As such, it’s safe to assume this multi-effects looks to cater to a similar pool of players – ie, those who are dipping their toes into effects pedal territory for the first time – by offering standard Overdrive, Distortion and Delay effects.
“If you decide to ride with the Epiphone Power Players Multi-Effects pedal, you'll find it's not just a one-trick pony,” reads a listing on Sweetwater. “This multi-effects unit is a winner for beginners because it offers three main effects that nearly every guitarist uses.”
With a footswitch and three parameters per effect, it looks to be all one could need from an entry-level multi-effects, and seems to take loose inspiration from the likes of Tech21’s FlyRig range, or even NUX’s slightly larger Cerberus.
To delve into those effects a bit further, Delay answers to Mix, Feedback and Time controls; Overdrive is wired to Drive, Level and Tone parameters; and Distortion has Gain, Level, Tone and an additional Hi/Lo toggle switch.
Conveniently, there’s also a tap tempo footswitch for the delay that doubles as a tuner.
It certainly is a surprise move from Epiphone and, by extension, Gibson. Is this a sign that the two companies could explore multi-effects pedals in greater depth in the future?

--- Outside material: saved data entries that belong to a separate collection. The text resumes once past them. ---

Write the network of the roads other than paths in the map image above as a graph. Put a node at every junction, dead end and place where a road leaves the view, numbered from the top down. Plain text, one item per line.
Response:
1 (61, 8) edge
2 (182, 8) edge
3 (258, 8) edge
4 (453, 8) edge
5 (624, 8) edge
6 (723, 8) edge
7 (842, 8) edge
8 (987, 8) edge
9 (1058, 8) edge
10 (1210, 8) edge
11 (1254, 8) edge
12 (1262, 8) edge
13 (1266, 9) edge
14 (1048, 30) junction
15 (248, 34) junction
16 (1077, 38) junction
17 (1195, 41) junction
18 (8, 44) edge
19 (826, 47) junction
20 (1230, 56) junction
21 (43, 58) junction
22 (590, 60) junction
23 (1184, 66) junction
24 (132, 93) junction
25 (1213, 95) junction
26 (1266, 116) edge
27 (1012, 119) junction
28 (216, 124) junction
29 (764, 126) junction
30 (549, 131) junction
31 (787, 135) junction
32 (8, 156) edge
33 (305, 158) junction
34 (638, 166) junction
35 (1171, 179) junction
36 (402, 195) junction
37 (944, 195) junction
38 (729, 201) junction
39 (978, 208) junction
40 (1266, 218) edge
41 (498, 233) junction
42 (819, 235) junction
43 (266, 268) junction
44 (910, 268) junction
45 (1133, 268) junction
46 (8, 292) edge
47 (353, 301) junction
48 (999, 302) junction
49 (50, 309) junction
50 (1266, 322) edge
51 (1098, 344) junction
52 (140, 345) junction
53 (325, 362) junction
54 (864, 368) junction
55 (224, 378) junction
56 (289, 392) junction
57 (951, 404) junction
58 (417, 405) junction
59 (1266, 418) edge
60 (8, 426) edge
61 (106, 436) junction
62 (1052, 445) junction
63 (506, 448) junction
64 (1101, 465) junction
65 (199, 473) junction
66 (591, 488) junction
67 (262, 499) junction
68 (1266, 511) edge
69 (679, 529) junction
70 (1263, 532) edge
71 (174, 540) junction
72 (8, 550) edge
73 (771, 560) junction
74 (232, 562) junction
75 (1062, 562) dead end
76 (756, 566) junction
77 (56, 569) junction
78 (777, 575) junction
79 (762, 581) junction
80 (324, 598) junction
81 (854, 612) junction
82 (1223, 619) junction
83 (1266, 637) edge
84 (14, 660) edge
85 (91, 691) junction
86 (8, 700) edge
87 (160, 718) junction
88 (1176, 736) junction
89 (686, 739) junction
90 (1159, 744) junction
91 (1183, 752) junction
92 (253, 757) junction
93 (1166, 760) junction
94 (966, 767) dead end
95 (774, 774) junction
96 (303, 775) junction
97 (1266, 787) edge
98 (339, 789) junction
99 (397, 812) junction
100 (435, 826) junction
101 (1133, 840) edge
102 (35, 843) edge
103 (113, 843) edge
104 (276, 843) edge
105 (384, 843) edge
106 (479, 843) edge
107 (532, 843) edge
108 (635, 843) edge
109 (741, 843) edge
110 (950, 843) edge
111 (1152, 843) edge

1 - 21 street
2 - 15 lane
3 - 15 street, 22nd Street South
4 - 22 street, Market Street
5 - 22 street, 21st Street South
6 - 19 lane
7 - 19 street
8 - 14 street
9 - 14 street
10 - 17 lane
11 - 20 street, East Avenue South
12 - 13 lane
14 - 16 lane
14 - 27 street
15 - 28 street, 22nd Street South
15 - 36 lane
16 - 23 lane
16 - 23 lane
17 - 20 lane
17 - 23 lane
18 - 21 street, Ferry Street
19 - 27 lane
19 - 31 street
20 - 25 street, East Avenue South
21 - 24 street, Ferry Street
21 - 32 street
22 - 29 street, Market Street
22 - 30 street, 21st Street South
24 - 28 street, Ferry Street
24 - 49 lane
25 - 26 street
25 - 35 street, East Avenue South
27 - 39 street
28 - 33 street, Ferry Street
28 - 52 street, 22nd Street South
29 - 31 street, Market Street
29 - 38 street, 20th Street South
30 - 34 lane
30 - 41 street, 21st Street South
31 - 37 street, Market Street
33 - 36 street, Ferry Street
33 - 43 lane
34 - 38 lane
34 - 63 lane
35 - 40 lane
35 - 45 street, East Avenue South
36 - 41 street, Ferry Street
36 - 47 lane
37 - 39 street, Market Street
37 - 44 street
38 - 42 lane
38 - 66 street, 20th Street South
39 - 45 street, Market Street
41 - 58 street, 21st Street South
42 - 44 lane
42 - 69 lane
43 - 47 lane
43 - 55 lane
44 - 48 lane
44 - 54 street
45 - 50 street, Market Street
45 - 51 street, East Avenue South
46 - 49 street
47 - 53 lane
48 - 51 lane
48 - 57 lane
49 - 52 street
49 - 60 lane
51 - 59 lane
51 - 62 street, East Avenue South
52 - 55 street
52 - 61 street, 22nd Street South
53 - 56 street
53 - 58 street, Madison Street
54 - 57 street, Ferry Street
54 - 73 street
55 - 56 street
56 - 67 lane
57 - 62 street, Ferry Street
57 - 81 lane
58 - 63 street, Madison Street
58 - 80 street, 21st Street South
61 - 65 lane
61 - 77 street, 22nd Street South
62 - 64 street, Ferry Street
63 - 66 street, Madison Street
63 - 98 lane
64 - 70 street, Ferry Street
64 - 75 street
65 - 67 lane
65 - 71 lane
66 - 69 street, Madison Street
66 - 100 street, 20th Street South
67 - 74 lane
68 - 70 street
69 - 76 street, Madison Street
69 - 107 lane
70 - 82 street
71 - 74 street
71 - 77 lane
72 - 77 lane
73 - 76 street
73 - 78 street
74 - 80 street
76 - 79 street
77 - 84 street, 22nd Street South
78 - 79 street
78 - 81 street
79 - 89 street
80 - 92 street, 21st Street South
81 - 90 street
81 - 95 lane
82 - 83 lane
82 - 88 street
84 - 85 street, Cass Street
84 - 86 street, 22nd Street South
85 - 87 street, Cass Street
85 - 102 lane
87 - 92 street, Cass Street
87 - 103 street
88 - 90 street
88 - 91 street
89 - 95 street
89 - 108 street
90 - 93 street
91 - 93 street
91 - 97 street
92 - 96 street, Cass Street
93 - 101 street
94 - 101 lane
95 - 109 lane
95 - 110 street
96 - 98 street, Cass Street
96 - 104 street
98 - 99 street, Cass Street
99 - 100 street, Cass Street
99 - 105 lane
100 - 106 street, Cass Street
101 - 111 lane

Well, Gibson revived the Maestro effects line last year, so on paper it already looks to have a pedal outlet, and may not be too concerned about the multi-effects war that’s being waged by the likes of Fender, Line 6 and Neural DSP. That, and Gibson’s remit has always been about honoring and “leveraging” its tradition.
To that end, Gibson Director of Brand Experience Mark Agnesi recently spoke to Guitar World, and seemingly distanced the brand from any modern multi-effects/modeling shenanigans.
“Obviously, there's a whole new segment of players that are going towards digital on their amp choices and modeling and IRs and all that kind of stuff,” he said. “And I totally understand and get that, but what are they modeling?
“Really the only innovation there is finding a way to make it digital, but that's not necessarily an innovative sound. It's an innovation in the delivery of the same sound that was created 50 years ago, but just having them all in one box.”
What we’re trying to say is, don’t read too much into it: this is just a handy entry-level multi-effects pedal.